Op momenten doet deze alles doordringende verveling je als
vanzelf aan De vreemdeling van Albert Camus denken. Telkens opnieuw wast
de commandant zich grondig en gooit dan het vuile water weg in het hete zand.
Telkens opnieuw, en in ongeveer dezelfde termen, onderzoekt hij elk hoekje en
spleetje in zijn kamer, en vermorzelt hij de spinnen en andere insecten die
overal opduiken. Deze obsessie met zuiverheid en de strijd tegen vijandige
insecten leidt vanzelf naar zijn houding tegenover de Bedoeïenen – hij noemt ze
‘Arabieren’ – die hij uiteindelijk achter een zandheuvel met hun dieren aantreft.
Ook zij worden gewoon, dat wil zeggen niet passioneel of militair strategisch,
als vuile, stinkende insecten vermorzeld. Hier valt de politieke etnische
zuivering bijna vanzelfsprekend samen met de fysieke zuivering. Dat de
commandant zich uiteindelijk ook zelf aan het meisje vergrijpt en zo gezien
zijn rang en verantwoordelijkheid de hoofdschuldige van deze collectieve
misdaad wordt, leek onvermijdelijk.
Zo eindigt het eerste verhaal,
ware het niet dat het kleine detail van de datum die zowel naar de oude misdaad
als naar de geboorte van de Palestijnse auteur verwijst, haar ertoe aanzet, met
een geleend paspoort de exacte waarheid in de militaire archieven te gaan
opzoeken. Omdat zij in de zogenaamde ‘c zone’ van de Bezette Gebieden woont,
moet zij met valse papieren in Israël trachten te geraken. Ze doet dat met twee
gedetailleerde wegenkaarten, een kaart van Palestina van vóór de verdrijving in
1948 (de Nakba) en een recente kaart van het huidige Israël.

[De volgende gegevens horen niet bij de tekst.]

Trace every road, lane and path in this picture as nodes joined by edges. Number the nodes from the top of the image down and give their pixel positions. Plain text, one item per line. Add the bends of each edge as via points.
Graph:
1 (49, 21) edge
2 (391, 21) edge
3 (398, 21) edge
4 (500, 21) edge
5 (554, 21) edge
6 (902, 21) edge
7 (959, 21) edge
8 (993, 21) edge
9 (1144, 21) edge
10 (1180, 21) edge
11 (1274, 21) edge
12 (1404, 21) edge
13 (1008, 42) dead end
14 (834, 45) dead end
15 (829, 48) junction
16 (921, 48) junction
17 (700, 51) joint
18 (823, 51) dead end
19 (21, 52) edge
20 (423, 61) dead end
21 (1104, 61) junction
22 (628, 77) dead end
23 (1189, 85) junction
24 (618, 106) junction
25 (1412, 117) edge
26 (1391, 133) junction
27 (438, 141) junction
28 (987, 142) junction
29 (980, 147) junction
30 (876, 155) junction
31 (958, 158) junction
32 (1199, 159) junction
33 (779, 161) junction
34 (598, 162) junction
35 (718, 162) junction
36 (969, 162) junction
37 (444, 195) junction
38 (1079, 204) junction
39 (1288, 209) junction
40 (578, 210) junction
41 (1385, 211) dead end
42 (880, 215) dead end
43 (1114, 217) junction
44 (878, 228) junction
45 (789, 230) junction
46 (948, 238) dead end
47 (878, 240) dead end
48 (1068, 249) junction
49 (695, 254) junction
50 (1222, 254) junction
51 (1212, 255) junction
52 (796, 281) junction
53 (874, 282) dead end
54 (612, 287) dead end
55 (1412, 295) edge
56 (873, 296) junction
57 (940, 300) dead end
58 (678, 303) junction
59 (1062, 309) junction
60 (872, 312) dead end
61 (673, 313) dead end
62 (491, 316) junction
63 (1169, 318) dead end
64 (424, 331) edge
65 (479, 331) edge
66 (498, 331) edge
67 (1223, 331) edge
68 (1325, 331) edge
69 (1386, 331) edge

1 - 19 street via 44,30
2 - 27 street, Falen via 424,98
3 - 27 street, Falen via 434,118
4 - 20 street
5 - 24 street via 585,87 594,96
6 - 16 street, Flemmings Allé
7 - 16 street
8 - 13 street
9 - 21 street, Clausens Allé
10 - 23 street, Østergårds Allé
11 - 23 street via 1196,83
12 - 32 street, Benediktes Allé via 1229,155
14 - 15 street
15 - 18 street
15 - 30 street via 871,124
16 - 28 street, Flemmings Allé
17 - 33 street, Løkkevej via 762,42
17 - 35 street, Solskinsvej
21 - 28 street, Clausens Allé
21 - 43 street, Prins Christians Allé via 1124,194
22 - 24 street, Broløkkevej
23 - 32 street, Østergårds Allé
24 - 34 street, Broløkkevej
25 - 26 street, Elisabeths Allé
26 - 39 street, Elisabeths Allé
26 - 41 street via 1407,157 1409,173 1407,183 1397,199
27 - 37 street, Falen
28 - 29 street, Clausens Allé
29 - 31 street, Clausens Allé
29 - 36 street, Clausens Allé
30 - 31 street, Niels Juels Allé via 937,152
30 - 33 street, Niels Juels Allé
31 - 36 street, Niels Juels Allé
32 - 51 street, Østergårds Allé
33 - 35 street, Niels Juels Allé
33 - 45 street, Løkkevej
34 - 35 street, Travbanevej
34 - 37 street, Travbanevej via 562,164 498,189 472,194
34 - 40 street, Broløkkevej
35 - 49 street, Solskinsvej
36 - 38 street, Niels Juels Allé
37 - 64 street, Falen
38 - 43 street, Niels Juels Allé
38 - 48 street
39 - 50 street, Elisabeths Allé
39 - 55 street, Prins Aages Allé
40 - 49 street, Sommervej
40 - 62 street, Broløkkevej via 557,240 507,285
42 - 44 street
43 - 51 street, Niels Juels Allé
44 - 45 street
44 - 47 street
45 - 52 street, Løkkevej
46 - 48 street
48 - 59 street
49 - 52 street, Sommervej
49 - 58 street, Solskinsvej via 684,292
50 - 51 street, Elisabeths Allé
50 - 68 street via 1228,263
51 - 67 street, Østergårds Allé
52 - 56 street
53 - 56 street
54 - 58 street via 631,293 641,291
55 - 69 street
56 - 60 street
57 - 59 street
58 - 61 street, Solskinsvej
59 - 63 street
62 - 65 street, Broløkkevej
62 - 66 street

Nu ze voor de eerste keer in
haar leven buiten de ‘c zone’ reist, merkt ze hoeveel er sindsdien veranderd
is: honderden dorpen zijn gewoon verdwenen of hebben een Hebreeuwse naam
gekregen, er wonen ook geen Palestijnen meer en in het militair museum wordt
het verhaal over de moord op dat naamloze Palestijnse meisje verklaard als een
typisch Arabische eremoord, je weet wel. En dat haar gebaar om een stuk kauwgom
uit haar broekzak te halen door soldaten als een bedreiging ervaring wordt en
ze zo waarschijnlijk in een vergelijkbaar drama terechtkomt als dat anonieme
meisje uit 1949, is evenmin een verrassing, want de gespannen relatie van 70
jaar geleden is voor alle betrokkenen nog altijd even actueel.
Ook in dit tweede
deel zijn alle details naturalistisch opgetekend en worden ze telkens opnieuw
herhaald, vaak in dezelfde termen. Ook hier geraken de mensen, in casu de
auteur en indirect haar lezers, verstrikt in een uitzichtloze en eindeloze
situatie.
Anders
gezegd: hier is in feite geen sprake van ‘een klein detail’, maar van een grote
tragedie die nu reeds meer dan twee generaties alle mensen in die regio
gevangen houdt.
Adania Shibli: Een klein detail, Koppernik, Amsterdam, 2023, 128
p. ISBN 9789083274355. Vertaling uit het Arabisch door Djûke Poppinga.